- Stored data:
+===+

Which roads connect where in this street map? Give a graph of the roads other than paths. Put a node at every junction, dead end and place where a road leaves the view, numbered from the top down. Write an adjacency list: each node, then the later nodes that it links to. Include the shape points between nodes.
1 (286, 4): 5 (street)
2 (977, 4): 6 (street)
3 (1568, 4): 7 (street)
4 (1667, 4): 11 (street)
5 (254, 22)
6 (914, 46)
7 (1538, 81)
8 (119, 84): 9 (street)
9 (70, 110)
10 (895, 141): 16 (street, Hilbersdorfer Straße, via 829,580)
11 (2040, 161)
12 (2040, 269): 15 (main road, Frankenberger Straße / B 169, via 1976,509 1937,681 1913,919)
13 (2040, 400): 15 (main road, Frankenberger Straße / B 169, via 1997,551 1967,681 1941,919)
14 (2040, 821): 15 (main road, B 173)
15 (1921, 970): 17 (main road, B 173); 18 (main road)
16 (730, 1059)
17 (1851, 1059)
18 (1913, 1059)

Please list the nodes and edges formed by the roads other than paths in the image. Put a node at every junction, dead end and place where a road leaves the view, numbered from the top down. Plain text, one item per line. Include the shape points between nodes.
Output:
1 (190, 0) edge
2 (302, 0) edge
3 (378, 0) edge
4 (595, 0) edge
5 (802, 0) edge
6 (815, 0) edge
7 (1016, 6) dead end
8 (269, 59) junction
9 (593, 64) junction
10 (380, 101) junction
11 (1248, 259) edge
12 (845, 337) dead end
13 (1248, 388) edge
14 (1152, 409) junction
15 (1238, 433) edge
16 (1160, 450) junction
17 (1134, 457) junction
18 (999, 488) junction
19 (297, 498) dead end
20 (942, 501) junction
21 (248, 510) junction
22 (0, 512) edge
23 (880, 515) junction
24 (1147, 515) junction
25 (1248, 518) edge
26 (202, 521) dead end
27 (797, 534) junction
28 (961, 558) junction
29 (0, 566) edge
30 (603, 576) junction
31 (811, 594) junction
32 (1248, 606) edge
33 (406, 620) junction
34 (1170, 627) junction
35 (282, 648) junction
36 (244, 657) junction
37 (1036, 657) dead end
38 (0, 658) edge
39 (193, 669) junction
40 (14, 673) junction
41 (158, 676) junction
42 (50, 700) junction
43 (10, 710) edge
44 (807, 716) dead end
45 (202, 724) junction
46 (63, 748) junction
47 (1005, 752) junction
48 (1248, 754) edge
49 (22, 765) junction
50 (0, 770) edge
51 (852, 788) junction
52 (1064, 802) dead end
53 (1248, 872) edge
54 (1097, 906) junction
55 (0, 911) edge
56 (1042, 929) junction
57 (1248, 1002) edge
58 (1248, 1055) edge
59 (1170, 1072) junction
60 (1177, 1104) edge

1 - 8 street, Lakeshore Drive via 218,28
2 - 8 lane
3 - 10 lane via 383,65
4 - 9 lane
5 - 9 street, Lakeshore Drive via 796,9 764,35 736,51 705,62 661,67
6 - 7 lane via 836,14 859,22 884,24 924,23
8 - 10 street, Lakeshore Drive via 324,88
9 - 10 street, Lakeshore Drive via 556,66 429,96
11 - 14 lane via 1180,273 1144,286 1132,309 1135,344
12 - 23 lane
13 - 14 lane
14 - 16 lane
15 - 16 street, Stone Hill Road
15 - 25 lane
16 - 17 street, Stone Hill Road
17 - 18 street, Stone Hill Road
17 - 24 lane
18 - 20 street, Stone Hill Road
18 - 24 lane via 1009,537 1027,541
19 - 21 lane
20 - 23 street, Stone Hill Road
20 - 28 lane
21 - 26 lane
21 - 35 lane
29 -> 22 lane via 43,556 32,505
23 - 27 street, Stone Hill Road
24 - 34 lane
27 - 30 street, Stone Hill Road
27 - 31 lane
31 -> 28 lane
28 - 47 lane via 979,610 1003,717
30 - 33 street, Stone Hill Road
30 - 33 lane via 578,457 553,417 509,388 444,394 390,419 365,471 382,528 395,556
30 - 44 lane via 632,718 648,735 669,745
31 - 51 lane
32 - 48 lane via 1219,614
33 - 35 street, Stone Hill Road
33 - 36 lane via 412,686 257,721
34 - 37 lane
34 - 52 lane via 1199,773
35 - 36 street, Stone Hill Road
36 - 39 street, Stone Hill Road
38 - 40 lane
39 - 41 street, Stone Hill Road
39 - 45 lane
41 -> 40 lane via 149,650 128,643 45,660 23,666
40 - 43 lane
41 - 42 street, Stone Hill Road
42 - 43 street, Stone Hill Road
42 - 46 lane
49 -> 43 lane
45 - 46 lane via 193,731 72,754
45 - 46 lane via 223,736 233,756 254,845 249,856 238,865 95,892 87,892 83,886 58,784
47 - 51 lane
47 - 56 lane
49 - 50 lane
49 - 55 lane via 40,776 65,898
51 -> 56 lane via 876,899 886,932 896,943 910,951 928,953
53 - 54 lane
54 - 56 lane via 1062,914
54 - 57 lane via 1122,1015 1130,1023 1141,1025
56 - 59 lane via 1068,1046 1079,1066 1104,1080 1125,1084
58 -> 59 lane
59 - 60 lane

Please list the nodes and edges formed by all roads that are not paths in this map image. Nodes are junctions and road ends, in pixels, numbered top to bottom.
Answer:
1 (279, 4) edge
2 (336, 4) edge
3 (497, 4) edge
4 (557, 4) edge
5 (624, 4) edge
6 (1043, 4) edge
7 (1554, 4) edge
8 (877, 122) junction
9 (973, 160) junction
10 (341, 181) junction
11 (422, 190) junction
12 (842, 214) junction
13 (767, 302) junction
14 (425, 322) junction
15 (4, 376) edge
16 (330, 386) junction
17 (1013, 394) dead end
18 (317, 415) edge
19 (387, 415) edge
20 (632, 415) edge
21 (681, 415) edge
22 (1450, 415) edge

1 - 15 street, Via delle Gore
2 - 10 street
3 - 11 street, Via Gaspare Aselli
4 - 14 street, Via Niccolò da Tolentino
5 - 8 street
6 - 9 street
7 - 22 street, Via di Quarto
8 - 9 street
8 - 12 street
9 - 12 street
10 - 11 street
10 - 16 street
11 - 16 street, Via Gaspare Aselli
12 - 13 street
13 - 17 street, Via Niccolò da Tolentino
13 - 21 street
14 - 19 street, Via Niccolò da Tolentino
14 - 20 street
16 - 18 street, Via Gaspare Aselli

+===+

- REQUIREMENT:
If a line in the records above has the word "Frankenberger", copy it.

- TASK OUTPUT:
12 (2040, 269): 15 (main road, Frankenberger Straße / B 169, via 1976,509 1937,681 1913,919)
13 (2040, 400): 15 (main road, Frankenberger Straße / B 169, via 1997,551 1967,681 1941,919)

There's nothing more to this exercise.